MMP-2 is present at all stages of pancreatic development, but the activated form is present only from embryonic day 17–19 in rats—the 2-d period when the islets are forming. This holds true in the in vitro model used by Miralles et al., in which translucent structures emerge from pancreatic epithelium grown in a collagen gel.

An inhibitor of metalloproteases, BB-3103, prevents islet formation in vitro; other protease inhibitors have no effect. Adding TGF-β1 to the system accelerates MMP-2 activation and islet formation. TGF-β antibodies prevent MMP-2 activation and islet formation, while leaving cellular differentiation intact.

The next step will be to determine the link between TGF-β and MMP-2. As in heart valve morphogenesis or osteoclast migration, this may involve increased mobilization of the MMP-2 activating protein to the cell surface.

The discovery that the cystic fibrosis transmembrane conductance regulator (CFTR) was a chloride channel was not, as it first appeared, the simple and complete solution to the mechanism of disease. Aberrant ion levels in airway fluid probably aid the bacterial colonization seen in cystic fibrosis. But as evidence for CFTR regulation of other channels mounts, the relative importance of chloride conduction through CFTR has become increasingly unclear.

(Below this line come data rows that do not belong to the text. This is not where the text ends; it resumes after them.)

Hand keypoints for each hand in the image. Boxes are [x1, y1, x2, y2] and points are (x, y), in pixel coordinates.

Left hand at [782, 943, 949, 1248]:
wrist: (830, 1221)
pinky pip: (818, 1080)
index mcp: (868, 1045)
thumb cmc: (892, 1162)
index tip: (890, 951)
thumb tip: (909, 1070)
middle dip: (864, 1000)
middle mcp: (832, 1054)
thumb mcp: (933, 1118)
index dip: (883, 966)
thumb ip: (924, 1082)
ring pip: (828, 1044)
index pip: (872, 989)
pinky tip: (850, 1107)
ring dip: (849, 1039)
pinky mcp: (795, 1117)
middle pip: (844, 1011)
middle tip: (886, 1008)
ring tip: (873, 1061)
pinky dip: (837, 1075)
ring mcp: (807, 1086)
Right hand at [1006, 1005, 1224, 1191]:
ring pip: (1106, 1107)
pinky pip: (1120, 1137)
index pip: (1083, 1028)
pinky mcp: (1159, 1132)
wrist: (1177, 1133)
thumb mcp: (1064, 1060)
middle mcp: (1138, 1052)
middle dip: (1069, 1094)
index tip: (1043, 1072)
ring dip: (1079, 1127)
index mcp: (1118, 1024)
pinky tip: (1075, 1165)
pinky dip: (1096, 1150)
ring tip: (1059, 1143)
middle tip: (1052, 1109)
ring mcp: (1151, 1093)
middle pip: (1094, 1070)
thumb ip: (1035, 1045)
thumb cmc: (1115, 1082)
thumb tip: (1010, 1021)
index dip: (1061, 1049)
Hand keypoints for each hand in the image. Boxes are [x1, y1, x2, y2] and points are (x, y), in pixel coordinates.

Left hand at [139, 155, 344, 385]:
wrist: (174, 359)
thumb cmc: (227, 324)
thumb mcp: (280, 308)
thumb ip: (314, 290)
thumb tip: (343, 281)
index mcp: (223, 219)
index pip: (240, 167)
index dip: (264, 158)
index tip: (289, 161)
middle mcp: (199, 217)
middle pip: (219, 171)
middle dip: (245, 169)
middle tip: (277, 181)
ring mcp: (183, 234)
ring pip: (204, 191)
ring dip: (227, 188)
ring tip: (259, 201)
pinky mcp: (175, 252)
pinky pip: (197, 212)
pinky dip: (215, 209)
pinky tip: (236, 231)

Another potential mechanism involves ATP release, which could occur either through CFTR or a channel regulated by CFTR. This field has been controversial, not least because of stretch-activated ATP channels on many cell types. “If you poke a cell it secretes ATP,” explains John Engelhardt, senior author of a report starting on page 645. “It's very easy to see that and dismiss the whole phenomenon of CFTR-associated ATP release. Therefore we reconstituted the system in Xenopus oocytes to control for these non–CFTR-related pathways of ATP secretion.”

Jiang et al. observe ATP release that is dependent on injection of CFTR cRNA, activation of CFTR by protein kinase A, and an increase of extracellular chloride levels from ∼0 to >100 mM. Oocytes bathed in high chloride from the start do not release ATP. “To be physiologically significant in the airway, these changes in extracellular chloride would probably have to be on the order of 10 mM,” says Engelhardt. Other ions or the altered ionic microenvironments around gland ducts may control the reactivity of the ATP release system in vivo.

Chloride conductance is not the key event for eliciting ATP release; chloride release by other channels, or even by a mutant CFTR, does not lead to ATP release. ATP is released, however, by activation of a CFTR mutant that can apparently sense but not conduct chloride.

Jiang et al. suggest that a chloride sensor in CFTR triggers a conformational change in the activated protein, and that this drives ATP release. ATP could bind to purinogenic receptors, which could open or close the chloride or sodium channels that are known to be regulated by CFTR.

The polyunsaturated fatty acids (PUFAs) found in sunflower and fish oils may suppress the immune system by displacing Src-like kinases from signaling rafts, according to Stulnig et al. (page ).

Some costimulatory molecules necessary for T cell activation, such as CD59, are anchored to the membrane via a glycosyl phosphatidylinositol (GPI) anchor. With only a lipid tail in the outer leaflet of the membrane, how can these proteins transduce signals into the cell? One clue is that the proteins colocalize with Src family kinases such as Lck, which also have lipid tails. Both CD59 and Lck are found in detergent-resistant membrane domains (DRMs), or rafts.

Rafts are detergent-insoluble thanks to the sphingolipids and cholesterol in their outer leaflet. The saturated chains of the raft lipids seem to promote an ordered arrangement by self-association of lipid tails.

Stulnig et al. find that PUFAs inhibit calcium transients and tyrosine phosphorylation in response to CD59 stimulation. The same is true for signaling through CD3, a transmembrane protein that associates with the T cell receptor.

CD59 remains in rafts after PUFA treatment, but Lck becomes diffuse and can no longer be sedimented in rafts. The angled conformation of unsaturated fatty acid chains may selectively disrupt the inner leaflet of rafts. Alternatively, PUFAs may be added to Lck in place of palmitoyl groups, creating a molecule that does not associate preferentially with rafts.